-------- TASK INPUTS --------

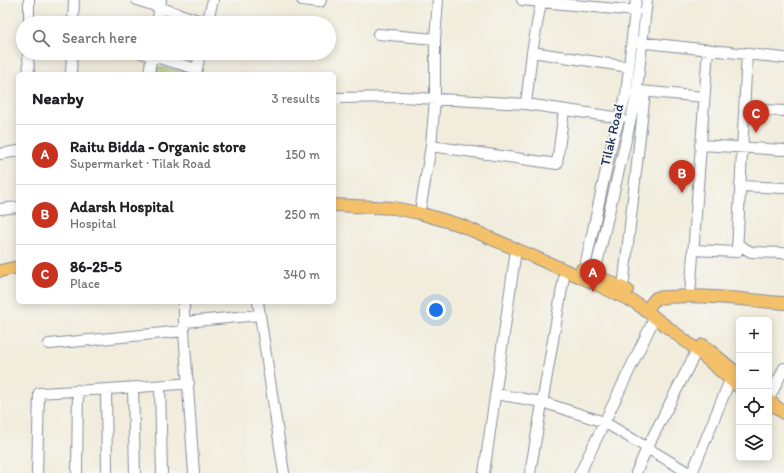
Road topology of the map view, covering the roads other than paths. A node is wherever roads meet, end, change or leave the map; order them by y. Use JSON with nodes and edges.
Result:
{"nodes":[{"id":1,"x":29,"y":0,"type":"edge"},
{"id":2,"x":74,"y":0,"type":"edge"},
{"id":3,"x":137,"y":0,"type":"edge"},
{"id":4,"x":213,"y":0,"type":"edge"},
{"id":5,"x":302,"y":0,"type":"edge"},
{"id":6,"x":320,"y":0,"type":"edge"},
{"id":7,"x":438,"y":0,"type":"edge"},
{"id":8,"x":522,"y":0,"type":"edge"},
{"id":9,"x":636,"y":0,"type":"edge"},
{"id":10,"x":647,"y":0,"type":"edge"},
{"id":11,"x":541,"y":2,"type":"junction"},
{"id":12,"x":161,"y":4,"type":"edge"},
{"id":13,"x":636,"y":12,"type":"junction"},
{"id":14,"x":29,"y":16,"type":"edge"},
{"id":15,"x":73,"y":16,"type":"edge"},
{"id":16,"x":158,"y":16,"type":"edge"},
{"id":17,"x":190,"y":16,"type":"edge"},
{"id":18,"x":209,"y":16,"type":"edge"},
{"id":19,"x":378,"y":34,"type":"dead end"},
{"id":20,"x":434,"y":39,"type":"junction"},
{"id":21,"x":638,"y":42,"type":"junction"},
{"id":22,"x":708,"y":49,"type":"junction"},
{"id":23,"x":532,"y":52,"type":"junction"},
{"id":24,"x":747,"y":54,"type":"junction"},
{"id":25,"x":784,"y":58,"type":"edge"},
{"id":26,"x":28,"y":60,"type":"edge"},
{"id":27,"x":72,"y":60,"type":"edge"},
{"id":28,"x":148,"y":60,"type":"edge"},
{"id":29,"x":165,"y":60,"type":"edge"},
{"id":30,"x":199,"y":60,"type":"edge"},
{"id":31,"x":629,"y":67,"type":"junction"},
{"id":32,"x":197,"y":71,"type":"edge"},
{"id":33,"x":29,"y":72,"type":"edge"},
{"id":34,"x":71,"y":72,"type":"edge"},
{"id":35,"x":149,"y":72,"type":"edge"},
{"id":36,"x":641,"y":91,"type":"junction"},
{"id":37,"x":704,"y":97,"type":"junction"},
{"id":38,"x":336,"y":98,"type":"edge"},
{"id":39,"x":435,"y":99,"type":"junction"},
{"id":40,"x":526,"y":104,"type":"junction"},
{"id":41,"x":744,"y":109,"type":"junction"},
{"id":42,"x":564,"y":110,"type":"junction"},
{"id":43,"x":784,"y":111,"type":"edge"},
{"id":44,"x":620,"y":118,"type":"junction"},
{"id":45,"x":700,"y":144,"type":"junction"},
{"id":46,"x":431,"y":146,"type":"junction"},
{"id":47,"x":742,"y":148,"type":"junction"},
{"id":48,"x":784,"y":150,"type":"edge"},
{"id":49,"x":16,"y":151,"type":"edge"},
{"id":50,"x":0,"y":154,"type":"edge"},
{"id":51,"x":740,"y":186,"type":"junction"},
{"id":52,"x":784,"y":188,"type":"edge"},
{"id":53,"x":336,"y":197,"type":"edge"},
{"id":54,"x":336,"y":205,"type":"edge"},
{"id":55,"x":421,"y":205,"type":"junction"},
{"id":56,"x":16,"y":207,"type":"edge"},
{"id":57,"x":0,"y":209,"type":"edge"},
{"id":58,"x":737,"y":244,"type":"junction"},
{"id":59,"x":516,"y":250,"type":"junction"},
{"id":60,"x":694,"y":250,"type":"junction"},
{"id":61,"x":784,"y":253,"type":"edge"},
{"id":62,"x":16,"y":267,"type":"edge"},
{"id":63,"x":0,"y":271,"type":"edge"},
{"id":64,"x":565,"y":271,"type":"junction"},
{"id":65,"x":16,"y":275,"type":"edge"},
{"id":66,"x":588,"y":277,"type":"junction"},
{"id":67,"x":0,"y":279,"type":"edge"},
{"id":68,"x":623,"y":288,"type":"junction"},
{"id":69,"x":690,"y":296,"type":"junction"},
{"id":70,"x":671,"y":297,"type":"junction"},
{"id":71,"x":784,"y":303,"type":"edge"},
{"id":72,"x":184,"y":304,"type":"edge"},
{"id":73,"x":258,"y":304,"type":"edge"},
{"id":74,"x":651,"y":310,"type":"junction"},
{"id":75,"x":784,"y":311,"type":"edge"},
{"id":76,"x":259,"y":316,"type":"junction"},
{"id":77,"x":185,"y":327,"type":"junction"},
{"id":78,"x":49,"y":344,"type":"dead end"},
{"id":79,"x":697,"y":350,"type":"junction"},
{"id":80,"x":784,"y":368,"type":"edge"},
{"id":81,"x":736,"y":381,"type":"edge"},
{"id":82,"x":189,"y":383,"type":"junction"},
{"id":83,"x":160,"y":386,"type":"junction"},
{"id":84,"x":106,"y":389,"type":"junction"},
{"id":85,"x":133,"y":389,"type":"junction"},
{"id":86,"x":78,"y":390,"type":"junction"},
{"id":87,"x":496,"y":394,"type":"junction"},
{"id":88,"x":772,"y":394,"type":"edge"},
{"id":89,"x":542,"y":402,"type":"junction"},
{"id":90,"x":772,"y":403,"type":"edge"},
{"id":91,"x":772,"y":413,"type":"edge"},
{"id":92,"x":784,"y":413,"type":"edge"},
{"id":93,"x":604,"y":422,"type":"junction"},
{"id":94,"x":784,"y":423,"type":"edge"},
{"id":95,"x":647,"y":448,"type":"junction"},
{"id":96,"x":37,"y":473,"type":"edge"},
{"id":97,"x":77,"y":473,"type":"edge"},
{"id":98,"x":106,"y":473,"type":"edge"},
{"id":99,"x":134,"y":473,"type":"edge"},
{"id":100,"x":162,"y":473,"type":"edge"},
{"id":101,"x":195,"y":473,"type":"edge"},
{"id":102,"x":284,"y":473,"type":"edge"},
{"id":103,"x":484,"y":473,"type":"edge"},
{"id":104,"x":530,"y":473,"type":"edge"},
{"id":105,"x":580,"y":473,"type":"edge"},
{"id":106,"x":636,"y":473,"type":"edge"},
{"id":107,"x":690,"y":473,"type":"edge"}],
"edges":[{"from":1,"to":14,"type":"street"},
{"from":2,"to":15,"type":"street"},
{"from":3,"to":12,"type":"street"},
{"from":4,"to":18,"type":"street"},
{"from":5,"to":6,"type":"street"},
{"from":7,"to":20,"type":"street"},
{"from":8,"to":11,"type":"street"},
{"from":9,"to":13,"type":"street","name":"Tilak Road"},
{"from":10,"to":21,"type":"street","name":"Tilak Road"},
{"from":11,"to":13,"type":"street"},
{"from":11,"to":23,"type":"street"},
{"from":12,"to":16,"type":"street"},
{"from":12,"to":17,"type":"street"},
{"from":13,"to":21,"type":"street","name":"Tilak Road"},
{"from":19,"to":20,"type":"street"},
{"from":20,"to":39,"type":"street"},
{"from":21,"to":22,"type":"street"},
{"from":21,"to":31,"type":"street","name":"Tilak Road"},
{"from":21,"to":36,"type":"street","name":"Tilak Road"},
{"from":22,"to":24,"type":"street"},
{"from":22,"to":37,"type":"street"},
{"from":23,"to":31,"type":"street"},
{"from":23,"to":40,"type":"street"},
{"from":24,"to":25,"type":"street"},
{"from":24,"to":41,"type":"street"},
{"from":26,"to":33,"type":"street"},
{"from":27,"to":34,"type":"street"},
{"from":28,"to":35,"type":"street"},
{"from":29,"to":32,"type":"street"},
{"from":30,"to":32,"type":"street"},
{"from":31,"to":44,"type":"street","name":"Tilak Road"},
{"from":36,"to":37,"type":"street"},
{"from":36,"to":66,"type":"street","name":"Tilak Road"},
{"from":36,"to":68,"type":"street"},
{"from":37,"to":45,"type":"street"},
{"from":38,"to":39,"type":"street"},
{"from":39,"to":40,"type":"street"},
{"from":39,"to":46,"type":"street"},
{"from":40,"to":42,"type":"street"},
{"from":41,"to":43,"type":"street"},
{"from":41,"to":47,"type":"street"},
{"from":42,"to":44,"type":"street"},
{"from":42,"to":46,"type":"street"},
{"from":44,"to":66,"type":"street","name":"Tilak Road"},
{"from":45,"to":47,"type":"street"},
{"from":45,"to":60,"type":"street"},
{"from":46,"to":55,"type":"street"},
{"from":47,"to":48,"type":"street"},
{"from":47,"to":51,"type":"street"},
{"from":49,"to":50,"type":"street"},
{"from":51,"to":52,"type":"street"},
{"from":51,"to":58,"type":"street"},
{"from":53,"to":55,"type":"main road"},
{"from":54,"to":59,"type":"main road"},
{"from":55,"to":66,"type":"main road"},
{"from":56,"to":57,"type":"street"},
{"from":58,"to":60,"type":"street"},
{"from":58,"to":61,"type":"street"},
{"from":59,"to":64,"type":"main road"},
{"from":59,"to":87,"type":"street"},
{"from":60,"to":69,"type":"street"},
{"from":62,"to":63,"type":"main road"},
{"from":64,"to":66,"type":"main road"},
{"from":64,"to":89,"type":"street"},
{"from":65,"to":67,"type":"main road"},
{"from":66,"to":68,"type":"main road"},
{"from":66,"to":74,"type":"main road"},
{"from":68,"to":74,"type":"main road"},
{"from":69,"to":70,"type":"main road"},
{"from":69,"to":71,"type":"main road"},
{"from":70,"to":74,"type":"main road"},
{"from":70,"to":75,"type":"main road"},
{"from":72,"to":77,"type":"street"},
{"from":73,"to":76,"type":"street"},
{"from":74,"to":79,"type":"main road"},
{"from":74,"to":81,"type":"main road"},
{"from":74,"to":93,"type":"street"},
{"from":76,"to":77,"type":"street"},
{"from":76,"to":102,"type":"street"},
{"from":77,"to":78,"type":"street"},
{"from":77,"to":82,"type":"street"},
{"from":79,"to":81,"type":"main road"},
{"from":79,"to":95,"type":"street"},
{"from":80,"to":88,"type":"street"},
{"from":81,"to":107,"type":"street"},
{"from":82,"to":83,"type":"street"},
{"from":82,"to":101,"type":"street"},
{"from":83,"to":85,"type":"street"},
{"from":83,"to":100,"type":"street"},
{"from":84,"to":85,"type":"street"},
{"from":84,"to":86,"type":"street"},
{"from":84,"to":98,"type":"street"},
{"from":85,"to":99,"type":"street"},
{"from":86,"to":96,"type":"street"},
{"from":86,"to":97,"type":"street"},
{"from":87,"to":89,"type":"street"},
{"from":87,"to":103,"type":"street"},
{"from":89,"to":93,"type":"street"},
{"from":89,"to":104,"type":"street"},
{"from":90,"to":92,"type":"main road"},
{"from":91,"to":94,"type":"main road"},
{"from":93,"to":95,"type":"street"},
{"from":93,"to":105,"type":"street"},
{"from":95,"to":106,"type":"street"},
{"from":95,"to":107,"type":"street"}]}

--------

TASK:
Go through the material above and copy each line that has the word "dead".

TASK RESPONSE:
{"id":19,"x":378,"y":34,"type":"dead end"},
{"id":78,"x":49,"y":344,"type":"dead end"},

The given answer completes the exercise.